Material to process.
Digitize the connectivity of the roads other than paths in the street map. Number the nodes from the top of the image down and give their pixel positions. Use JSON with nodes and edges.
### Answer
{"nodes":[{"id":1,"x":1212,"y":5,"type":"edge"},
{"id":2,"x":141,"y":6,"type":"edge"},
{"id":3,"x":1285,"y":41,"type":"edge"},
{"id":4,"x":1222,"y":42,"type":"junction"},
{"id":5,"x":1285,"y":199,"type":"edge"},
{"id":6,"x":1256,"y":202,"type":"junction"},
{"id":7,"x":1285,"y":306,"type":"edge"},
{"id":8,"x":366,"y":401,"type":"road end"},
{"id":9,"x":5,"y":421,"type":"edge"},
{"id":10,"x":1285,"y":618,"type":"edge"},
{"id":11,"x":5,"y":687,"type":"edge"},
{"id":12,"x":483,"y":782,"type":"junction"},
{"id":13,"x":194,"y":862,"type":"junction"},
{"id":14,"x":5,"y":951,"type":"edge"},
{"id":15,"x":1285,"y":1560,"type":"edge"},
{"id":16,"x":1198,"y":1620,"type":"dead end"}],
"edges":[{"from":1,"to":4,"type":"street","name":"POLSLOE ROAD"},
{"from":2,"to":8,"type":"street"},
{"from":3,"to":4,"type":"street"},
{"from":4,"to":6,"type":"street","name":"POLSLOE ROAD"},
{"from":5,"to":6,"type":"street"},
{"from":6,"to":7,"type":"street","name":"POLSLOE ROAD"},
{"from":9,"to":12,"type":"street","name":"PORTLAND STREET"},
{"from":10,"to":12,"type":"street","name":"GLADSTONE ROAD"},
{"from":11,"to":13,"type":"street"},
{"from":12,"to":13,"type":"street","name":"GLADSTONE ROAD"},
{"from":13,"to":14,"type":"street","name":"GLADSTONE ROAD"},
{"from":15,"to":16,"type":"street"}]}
---
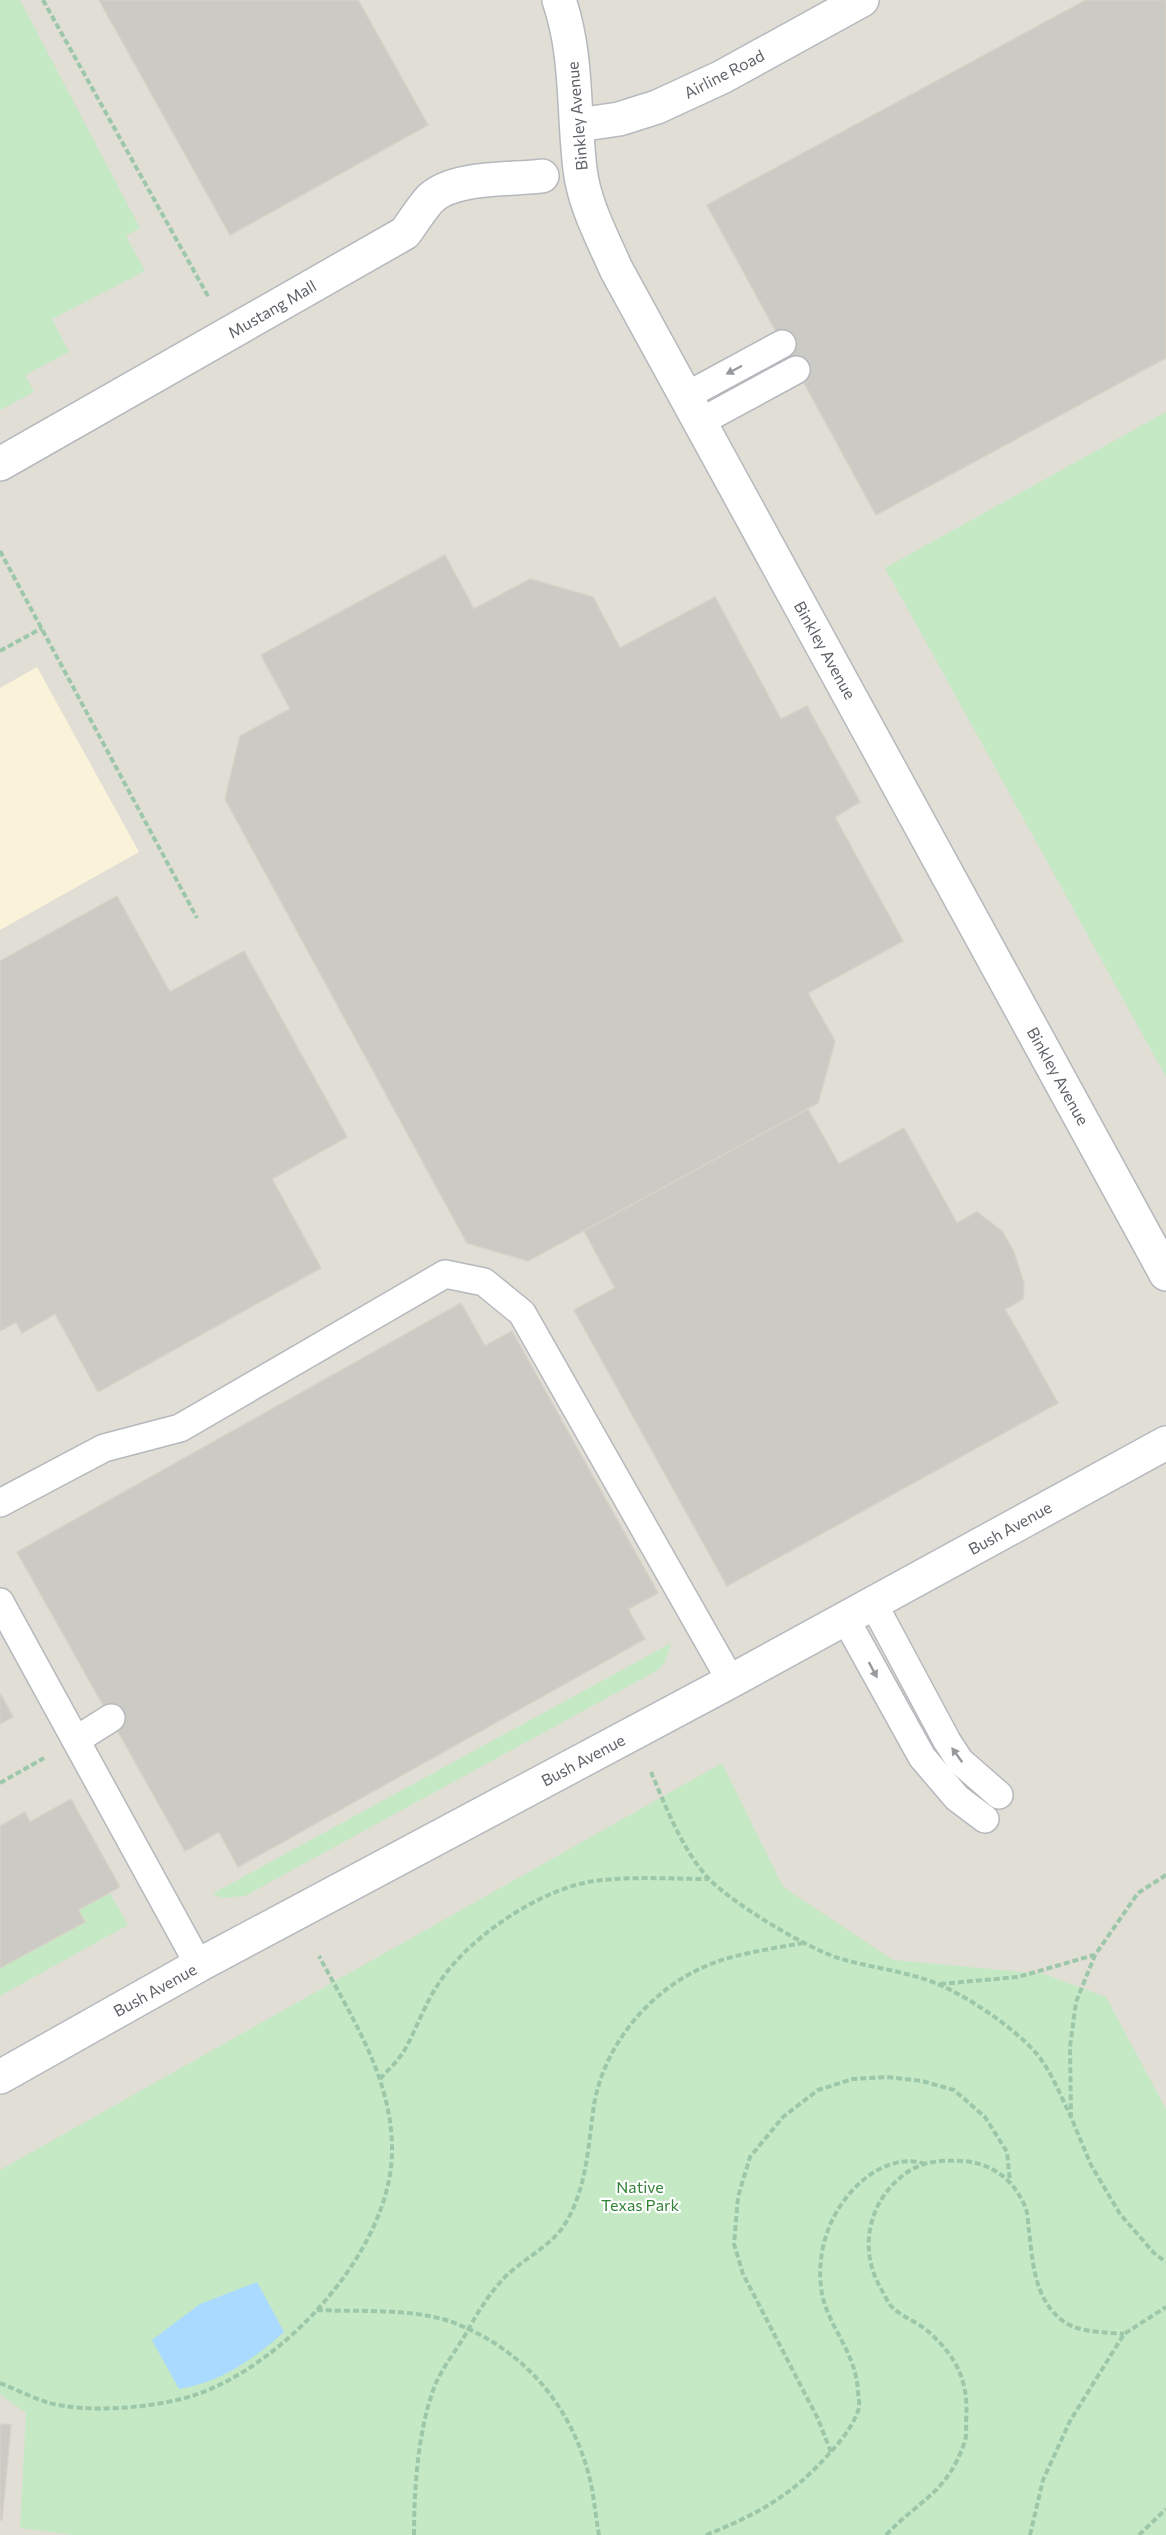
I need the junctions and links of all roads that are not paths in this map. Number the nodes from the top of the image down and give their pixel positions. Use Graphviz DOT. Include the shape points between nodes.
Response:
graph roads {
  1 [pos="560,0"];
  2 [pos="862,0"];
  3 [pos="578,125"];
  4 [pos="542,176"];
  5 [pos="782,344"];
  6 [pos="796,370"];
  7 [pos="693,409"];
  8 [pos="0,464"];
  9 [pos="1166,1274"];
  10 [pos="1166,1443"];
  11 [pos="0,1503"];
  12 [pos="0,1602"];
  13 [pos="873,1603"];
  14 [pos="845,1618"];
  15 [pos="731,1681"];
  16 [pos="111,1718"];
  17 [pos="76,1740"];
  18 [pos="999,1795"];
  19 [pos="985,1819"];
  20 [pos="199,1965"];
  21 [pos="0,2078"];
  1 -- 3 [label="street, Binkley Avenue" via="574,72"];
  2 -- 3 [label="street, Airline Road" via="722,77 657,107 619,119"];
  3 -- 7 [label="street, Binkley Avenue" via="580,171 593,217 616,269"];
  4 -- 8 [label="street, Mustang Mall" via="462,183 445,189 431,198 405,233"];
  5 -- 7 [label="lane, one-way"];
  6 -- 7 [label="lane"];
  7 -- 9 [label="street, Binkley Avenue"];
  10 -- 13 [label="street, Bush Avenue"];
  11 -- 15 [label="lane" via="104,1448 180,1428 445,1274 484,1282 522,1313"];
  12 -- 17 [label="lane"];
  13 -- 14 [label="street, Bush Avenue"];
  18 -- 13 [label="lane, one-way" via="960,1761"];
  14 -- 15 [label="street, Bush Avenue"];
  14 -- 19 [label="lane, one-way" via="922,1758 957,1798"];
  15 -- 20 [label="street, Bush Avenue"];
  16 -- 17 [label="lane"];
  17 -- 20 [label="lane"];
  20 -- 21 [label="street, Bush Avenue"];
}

Aim of the exercise. Check each line above for the word "Binkley" and give the number of lines that have it, nothing else.

Solution. 3